--- START ---
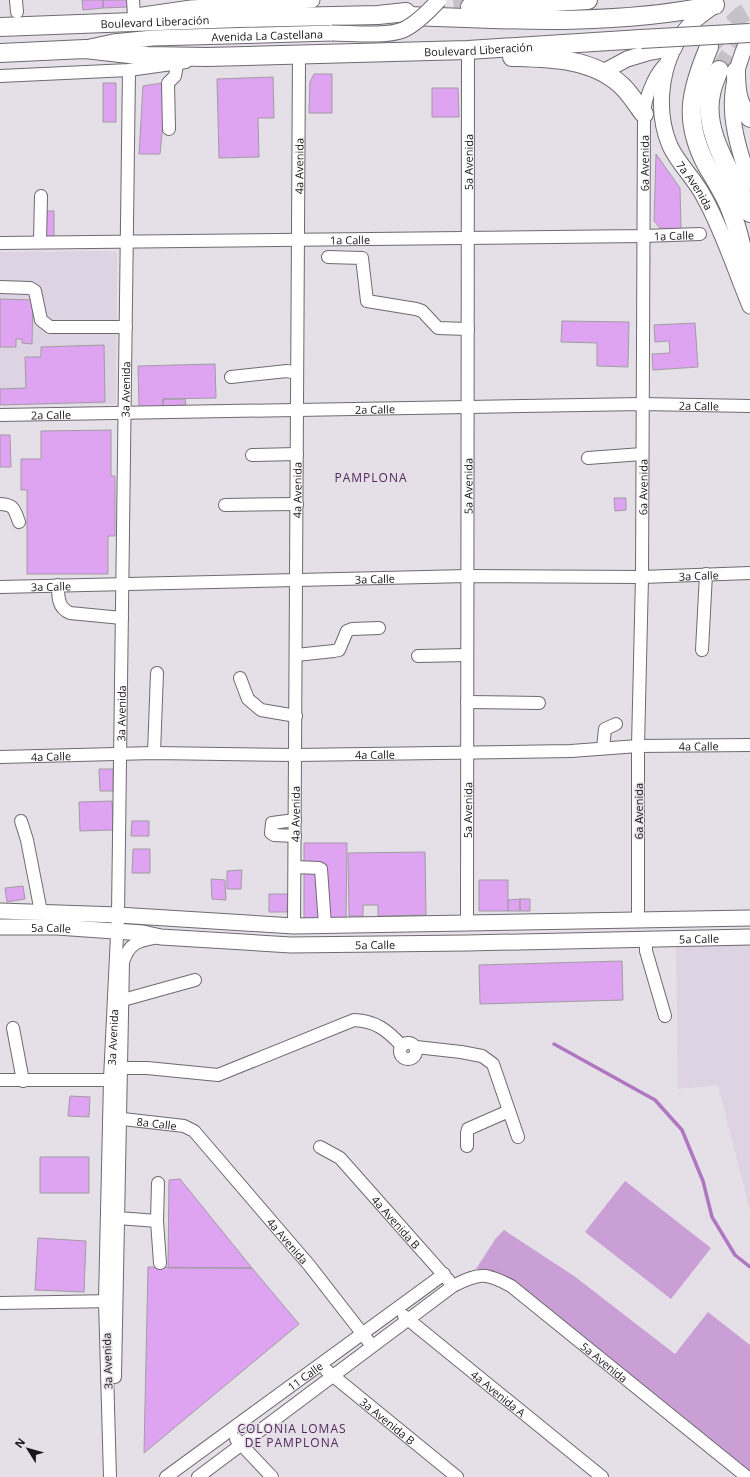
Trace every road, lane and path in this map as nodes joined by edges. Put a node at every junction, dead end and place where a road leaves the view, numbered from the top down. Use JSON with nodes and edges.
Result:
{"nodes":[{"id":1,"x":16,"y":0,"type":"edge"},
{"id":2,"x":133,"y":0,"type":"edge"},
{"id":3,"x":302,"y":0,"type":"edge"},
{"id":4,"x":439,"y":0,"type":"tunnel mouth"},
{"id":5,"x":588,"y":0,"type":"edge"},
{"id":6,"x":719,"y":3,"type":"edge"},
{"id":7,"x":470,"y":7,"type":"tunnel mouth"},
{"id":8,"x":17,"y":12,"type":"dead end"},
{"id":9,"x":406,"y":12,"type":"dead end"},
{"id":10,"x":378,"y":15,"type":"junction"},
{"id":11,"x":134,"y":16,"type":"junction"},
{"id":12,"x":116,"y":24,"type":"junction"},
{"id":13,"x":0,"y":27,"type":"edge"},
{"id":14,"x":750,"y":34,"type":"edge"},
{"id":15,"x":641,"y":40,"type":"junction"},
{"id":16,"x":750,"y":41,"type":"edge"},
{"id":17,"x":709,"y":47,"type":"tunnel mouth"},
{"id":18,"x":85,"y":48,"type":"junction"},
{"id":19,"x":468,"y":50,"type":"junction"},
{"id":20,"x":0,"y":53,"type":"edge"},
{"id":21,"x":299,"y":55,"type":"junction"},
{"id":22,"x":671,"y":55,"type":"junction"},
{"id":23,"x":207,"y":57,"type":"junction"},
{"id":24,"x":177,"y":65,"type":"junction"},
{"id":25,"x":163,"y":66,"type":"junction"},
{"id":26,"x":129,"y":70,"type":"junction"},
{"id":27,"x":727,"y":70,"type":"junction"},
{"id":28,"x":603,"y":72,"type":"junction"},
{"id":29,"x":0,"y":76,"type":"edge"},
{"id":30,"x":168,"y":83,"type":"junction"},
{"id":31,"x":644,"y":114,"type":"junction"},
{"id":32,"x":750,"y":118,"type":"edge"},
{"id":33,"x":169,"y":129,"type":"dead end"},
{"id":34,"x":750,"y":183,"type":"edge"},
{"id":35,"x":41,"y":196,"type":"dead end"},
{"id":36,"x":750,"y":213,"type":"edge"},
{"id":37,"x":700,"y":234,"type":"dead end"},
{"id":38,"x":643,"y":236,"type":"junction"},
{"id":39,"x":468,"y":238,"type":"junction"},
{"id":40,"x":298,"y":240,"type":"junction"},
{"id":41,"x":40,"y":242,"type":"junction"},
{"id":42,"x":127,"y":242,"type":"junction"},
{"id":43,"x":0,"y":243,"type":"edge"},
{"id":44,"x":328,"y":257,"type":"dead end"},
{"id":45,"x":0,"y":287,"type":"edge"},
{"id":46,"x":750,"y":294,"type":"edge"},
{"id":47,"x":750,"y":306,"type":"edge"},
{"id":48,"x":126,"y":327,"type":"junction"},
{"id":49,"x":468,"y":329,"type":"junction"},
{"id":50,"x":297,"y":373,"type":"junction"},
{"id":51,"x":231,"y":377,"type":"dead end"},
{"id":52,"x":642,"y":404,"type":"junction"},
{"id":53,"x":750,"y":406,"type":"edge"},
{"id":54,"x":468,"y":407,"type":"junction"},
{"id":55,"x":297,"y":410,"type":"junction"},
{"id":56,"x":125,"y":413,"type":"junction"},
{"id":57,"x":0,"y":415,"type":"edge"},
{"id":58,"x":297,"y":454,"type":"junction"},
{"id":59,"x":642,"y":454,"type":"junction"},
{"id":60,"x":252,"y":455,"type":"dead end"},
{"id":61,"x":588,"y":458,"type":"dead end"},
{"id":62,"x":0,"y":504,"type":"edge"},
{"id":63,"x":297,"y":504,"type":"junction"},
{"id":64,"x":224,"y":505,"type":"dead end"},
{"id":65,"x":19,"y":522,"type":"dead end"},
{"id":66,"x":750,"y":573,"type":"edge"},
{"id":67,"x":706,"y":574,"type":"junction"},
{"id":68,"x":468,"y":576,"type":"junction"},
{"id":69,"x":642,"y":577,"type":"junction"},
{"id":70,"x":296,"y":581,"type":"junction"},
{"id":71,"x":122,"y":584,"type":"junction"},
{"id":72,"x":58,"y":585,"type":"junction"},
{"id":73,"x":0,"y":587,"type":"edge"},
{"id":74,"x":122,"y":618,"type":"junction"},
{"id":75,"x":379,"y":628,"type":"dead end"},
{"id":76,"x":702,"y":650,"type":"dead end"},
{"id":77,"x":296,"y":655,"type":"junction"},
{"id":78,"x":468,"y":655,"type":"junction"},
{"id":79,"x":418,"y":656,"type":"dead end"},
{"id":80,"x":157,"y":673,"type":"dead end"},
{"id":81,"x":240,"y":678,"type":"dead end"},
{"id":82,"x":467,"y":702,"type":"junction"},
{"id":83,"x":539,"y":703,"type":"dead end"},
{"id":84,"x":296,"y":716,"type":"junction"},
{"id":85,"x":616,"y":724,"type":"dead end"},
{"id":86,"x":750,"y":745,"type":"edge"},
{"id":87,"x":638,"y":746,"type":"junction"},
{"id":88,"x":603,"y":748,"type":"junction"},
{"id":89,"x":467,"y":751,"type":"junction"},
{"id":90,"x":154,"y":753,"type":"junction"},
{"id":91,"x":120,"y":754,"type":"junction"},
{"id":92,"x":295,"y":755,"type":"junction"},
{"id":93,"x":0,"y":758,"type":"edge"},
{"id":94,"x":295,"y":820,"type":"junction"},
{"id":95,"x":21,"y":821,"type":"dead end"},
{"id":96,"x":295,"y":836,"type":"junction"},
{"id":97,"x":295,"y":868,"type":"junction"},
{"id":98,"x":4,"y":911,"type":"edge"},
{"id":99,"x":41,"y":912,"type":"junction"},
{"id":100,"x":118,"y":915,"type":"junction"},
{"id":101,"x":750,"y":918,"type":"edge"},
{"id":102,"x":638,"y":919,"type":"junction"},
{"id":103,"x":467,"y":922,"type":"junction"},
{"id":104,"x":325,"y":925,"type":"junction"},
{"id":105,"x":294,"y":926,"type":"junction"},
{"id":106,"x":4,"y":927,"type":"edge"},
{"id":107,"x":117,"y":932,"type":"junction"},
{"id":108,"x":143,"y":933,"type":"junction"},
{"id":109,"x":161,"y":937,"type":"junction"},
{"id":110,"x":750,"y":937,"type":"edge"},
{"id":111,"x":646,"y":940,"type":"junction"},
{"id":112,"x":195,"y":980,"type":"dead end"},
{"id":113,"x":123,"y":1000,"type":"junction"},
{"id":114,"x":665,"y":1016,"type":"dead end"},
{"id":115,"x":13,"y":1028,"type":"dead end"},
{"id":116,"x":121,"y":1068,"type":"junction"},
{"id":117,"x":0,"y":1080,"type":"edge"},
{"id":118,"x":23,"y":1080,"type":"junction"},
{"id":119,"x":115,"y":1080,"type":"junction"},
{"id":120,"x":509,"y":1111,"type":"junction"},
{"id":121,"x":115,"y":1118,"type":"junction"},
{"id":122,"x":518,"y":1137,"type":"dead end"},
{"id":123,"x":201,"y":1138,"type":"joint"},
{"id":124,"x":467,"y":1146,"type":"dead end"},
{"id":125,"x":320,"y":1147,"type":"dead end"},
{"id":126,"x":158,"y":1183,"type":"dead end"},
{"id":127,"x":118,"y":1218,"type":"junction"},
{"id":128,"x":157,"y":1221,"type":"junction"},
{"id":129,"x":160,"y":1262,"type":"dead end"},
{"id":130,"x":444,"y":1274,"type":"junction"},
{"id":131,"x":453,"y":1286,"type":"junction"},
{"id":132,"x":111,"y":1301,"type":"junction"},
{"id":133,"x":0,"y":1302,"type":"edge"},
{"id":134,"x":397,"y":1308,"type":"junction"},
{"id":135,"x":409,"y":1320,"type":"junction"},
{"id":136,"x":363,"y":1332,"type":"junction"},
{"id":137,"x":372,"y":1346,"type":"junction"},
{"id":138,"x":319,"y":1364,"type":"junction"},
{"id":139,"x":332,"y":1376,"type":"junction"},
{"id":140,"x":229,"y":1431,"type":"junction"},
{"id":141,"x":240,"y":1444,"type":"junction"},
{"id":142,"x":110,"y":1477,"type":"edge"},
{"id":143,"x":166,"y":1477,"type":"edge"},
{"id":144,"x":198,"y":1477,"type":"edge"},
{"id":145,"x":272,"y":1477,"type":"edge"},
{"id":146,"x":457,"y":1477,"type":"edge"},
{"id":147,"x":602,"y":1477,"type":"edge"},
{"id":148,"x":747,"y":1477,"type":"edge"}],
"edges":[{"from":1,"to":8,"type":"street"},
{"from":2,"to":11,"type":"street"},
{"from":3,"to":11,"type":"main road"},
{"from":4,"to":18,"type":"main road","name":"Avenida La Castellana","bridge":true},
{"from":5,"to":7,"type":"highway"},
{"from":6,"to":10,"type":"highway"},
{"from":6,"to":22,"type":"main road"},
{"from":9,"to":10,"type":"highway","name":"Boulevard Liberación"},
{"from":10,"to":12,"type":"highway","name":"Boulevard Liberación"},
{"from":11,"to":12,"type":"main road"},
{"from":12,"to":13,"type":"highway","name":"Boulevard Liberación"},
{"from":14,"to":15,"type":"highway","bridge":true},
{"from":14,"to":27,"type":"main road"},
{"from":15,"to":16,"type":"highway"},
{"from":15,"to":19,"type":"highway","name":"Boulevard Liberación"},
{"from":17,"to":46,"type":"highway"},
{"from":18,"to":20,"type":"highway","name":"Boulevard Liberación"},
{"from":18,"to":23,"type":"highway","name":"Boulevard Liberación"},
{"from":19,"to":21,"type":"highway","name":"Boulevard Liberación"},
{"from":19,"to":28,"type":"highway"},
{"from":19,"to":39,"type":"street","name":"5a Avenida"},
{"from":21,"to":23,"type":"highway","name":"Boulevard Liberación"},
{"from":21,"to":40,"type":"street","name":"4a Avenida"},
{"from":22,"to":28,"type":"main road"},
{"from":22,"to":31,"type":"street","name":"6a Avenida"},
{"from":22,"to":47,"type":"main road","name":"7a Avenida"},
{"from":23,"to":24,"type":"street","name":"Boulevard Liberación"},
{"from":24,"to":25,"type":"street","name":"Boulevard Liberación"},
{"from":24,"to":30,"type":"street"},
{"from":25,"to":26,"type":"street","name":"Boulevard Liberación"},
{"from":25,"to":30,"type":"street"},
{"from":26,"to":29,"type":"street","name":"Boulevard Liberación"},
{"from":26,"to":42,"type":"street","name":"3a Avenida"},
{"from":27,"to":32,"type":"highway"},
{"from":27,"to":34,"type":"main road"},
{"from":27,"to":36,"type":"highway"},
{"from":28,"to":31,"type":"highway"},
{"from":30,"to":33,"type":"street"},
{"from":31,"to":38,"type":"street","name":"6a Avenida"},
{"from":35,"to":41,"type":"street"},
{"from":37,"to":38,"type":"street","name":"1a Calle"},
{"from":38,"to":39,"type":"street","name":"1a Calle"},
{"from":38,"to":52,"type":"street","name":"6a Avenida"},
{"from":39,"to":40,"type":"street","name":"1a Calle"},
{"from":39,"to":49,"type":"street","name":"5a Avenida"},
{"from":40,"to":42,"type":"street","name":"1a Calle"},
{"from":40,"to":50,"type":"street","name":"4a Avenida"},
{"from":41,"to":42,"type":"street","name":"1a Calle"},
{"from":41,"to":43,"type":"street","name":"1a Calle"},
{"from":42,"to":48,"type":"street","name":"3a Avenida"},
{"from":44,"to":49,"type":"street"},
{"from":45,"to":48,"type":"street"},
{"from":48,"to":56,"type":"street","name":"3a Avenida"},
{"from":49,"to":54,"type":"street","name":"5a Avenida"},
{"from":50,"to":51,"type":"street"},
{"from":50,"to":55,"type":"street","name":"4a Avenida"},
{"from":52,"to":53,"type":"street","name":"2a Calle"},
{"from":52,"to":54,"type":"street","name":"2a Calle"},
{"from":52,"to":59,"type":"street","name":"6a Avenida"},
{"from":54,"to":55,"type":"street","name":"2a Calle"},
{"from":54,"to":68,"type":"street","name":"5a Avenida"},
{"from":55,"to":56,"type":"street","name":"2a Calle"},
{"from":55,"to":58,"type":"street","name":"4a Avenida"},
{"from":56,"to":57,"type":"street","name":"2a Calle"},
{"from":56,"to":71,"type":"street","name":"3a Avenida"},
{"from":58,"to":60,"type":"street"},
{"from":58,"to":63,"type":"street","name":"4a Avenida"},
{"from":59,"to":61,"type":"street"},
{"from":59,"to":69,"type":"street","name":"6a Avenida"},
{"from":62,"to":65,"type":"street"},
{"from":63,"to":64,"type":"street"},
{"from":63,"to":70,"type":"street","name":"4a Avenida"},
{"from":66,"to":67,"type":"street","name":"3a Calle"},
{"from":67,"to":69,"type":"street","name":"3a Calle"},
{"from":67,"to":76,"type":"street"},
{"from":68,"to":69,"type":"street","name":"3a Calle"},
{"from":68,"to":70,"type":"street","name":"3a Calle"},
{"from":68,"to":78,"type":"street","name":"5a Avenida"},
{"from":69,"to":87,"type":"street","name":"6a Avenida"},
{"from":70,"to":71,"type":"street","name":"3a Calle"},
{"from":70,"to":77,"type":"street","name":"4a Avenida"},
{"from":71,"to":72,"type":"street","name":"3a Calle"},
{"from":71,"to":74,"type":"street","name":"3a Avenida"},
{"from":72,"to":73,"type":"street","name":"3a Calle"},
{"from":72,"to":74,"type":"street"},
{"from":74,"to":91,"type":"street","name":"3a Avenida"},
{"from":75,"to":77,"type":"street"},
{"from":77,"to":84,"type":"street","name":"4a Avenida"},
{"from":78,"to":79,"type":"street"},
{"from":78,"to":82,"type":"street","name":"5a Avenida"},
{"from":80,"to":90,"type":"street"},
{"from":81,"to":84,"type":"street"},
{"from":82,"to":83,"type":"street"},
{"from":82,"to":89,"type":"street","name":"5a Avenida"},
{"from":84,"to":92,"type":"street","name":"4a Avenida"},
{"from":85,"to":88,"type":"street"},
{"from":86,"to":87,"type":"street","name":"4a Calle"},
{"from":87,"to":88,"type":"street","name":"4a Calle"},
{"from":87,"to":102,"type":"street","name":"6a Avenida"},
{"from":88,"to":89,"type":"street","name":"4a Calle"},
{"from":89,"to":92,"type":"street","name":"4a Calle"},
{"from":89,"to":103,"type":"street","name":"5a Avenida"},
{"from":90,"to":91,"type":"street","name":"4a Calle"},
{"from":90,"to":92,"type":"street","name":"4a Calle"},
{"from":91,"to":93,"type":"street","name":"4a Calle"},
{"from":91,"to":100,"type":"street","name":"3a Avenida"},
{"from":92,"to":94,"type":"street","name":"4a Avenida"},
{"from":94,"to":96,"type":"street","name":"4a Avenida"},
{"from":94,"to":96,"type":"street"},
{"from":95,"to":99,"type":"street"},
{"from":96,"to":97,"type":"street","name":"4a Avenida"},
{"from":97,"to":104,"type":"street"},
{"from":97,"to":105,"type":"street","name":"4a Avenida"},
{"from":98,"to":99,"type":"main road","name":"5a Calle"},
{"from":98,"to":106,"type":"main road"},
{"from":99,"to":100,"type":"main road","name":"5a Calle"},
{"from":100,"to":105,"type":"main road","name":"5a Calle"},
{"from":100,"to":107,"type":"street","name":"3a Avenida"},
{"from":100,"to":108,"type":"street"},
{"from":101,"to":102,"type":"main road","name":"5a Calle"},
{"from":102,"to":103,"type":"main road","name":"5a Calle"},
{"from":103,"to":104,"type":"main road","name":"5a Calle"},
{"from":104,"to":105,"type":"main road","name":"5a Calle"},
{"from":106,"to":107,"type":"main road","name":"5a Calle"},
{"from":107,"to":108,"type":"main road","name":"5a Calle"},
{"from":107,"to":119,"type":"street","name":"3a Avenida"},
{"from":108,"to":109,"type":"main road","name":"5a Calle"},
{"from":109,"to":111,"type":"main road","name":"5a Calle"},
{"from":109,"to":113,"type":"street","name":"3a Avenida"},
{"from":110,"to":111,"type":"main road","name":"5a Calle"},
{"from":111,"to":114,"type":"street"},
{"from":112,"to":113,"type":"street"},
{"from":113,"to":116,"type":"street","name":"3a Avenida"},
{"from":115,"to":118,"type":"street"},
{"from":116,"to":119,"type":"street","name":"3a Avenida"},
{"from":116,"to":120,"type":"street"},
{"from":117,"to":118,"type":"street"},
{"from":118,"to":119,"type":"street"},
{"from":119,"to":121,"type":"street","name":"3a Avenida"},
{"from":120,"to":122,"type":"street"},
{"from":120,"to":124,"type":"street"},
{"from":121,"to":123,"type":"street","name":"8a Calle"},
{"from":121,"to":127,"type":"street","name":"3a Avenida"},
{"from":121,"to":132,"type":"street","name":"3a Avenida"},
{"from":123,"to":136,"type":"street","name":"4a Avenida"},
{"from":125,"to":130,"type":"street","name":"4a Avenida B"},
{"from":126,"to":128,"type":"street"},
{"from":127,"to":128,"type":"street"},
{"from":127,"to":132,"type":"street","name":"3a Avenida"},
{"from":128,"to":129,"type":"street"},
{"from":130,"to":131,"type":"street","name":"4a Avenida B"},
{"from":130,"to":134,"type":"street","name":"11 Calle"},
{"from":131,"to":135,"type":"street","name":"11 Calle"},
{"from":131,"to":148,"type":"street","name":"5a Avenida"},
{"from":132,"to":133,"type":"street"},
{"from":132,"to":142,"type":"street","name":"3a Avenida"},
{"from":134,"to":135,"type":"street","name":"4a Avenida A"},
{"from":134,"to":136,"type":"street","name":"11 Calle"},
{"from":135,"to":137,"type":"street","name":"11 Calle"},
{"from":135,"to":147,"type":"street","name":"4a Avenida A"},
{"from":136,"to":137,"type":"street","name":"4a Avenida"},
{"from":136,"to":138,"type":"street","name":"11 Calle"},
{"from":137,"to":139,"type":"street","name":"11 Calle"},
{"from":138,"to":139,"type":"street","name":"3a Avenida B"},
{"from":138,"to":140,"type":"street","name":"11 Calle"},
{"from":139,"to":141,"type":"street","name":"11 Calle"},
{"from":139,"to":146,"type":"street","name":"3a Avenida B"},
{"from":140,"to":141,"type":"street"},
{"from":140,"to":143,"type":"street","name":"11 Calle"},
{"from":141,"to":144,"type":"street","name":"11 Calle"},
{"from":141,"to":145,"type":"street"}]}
--- END ---
(What the exercise asks) Show every line from the entries above in which "bridge" appears.

(Result of the exercise)
{"from":4,"to":18,"type":"main road","name":"Avenida La Castellana","bridge":true},
{"from":14,"to":15,"type":"highway","bridge":true},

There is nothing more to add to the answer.